ECLI:NL:RBDHA:2022:11418

Rechtbank Den Haag

Datum uitspraak
28 oktober 2022
Publicatiedatum
3 november 2022
Zaaknummer
NL22.18014
Instantie
Rechtbank Den Haag
Type
Uitspraak
Procedures
  • Eerste aanleg - enkelvoudig
Rechters
  • B.F.Th. de Roos
Vindplaatsen
  • Rechtspraak.nl
AI samenvatting door LexboostAutomatisch gegenereerd

Asielaanvraag en verantwoordelijkheid onder de Dublinverordening met betrekking tot Italië

In deze zaak heeft de Rechtbank Den Haag op 28 oktober 2022 uitspraak gedaan in een asielprocedure waarbij de eiser, vertegenwoordigd door zijn gemachtigde, in beroep ging tegen een besluit van de staatssecretaris van Justitie en Veiligheid. Het bestreden besluit, genomen op 9 september 2022, hield in dat de asielaanvraag van de eiser niet in behandeling werd genomen, omdat Italië verantwoordelijk werd geacht voor de behandeling van de aanvraag op basis van de Dublinverordening. Tijdens de zitting in Breda op 28 oktober 2022 zijn zowel de eiser als zijn gemachtigde niet verschenen, terwijl de staatssecretaris zich liet vertegenwoordigen door zijn gemachtigde.

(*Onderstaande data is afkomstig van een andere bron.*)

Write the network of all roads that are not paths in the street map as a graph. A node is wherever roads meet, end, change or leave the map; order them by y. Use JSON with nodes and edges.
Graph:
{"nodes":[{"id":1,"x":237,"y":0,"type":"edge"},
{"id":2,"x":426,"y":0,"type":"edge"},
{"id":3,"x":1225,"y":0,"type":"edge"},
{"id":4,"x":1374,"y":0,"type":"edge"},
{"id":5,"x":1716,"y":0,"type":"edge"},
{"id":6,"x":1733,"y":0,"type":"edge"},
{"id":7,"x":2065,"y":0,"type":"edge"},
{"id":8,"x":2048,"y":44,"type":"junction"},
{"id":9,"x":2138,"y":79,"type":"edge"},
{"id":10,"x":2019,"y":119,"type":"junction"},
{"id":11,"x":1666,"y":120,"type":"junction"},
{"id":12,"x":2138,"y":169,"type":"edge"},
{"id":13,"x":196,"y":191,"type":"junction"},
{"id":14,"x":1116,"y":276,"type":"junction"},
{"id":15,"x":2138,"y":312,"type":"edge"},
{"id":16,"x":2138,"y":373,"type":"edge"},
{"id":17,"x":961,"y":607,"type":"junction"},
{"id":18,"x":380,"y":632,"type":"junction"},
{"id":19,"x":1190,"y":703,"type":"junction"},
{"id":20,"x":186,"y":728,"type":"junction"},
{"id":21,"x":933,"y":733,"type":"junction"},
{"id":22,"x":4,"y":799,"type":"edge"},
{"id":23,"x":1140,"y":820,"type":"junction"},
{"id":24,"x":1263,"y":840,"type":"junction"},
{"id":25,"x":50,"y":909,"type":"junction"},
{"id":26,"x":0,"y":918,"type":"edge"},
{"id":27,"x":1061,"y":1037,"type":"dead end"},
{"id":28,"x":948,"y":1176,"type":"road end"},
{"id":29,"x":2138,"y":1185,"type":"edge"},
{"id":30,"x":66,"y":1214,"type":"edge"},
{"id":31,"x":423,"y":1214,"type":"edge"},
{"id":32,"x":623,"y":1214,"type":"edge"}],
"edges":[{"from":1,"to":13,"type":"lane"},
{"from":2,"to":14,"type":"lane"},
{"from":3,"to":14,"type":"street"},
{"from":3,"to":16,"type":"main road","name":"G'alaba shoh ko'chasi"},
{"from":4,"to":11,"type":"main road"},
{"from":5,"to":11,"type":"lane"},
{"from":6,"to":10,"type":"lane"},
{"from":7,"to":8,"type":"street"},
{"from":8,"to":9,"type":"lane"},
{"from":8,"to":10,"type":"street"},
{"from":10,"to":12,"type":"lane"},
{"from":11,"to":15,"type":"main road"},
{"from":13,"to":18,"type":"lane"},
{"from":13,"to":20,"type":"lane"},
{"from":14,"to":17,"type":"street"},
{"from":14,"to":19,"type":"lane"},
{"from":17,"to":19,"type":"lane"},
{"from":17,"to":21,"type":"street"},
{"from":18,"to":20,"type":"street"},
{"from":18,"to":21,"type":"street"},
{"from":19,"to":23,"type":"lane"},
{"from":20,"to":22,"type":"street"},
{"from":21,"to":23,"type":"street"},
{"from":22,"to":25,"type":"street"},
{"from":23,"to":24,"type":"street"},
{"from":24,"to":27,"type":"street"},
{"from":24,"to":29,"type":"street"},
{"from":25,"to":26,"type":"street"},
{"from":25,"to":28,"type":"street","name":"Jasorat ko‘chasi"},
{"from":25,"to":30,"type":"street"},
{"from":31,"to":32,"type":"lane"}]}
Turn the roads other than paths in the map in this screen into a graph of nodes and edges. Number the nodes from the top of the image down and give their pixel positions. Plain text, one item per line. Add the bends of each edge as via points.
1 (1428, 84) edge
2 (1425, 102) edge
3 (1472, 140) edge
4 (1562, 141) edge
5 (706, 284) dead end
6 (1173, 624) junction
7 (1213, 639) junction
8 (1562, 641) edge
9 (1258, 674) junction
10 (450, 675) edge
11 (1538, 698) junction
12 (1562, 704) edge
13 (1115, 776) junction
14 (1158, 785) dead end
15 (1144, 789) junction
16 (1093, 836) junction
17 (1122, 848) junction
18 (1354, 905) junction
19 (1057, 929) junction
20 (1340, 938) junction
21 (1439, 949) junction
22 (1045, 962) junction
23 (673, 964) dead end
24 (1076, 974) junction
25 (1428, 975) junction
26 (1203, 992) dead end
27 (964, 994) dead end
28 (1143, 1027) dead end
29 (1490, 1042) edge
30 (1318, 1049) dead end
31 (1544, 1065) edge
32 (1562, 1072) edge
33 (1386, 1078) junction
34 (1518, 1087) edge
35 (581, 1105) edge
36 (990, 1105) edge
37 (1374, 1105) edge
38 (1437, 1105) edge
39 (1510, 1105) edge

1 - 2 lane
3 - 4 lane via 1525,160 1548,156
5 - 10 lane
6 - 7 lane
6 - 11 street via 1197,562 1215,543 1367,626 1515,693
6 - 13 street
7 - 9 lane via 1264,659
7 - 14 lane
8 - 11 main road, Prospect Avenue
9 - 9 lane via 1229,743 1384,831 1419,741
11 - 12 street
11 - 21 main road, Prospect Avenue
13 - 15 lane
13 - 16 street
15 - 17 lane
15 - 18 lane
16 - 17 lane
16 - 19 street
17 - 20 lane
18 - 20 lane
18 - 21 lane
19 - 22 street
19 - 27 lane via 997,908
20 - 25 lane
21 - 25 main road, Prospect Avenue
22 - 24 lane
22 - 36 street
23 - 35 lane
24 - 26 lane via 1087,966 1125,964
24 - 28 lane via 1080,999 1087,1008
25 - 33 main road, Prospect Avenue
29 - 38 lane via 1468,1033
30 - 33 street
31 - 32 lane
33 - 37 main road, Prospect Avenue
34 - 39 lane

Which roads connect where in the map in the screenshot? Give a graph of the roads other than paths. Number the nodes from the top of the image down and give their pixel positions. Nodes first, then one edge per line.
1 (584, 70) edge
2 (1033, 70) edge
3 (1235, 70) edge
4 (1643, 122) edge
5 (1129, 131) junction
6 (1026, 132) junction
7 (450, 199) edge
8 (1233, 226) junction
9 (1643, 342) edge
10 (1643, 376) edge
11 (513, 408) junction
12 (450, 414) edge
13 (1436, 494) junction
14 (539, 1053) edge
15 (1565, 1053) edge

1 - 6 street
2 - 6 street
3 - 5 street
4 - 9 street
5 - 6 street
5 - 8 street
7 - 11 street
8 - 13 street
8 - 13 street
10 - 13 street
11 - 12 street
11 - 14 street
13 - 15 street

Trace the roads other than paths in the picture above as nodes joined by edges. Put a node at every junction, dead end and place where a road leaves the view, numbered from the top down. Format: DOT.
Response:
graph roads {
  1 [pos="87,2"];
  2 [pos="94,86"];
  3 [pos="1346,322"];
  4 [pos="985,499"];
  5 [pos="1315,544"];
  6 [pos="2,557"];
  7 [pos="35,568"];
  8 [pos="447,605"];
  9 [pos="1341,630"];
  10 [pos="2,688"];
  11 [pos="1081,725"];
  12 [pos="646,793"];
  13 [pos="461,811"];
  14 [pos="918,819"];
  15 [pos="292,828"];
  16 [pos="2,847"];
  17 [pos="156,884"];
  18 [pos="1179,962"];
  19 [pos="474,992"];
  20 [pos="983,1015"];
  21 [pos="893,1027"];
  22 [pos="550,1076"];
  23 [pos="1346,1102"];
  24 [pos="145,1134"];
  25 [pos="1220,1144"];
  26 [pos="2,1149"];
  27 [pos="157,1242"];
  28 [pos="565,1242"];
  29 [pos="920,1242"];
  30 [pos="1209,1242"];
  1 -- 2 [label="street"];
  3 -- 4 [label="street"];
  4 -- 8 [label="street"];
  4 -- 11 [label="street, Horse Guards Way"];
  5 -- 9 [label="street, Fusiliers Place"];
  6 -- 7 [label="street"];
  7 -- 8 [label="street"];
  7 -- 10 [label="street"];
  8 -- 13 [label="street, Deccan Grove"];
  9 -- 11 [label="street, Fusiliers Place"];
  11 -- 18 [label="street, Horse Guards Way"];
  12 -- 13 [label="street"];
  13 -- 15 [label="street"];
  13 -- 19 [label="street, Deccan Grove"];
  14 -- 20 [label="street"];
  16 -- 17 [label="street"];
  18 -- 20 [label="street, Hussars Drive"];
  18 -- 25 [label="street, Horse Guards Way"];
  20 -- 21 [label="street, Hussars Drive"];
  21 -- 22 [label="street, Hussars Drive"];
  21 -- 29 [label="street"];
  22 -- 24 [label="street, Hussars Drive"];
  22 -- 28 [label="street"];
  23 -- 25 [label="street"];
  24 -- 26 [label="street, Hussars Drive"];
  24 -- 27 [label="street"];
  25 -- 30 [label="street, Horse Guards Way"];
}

De rechtbank heeft in haar overwegingen vastgesteld dat het niet in geschil is dat Italië verantwoordelijk is voor de behandeling van de asielaanvraag. De eiser had de last om aannemelijk te maken dat Italië zijn verdragsverplichtingen niet zou nakomen, maar is hierin niet geslaagd. De rechtbank heeft daarbij verwezen naar het interstatelijk vertrouwensbeginsel, dat inhoudt dat de autoriteiten mogen uitgaan van de goede uitvoering van verdragsverplichtingen door andere lidstaten. De door de eiser overgelegde rapporten van Amnesty International en andere organisaties gaven geen aanleiding om te twijfelen aan de situatie in Italië.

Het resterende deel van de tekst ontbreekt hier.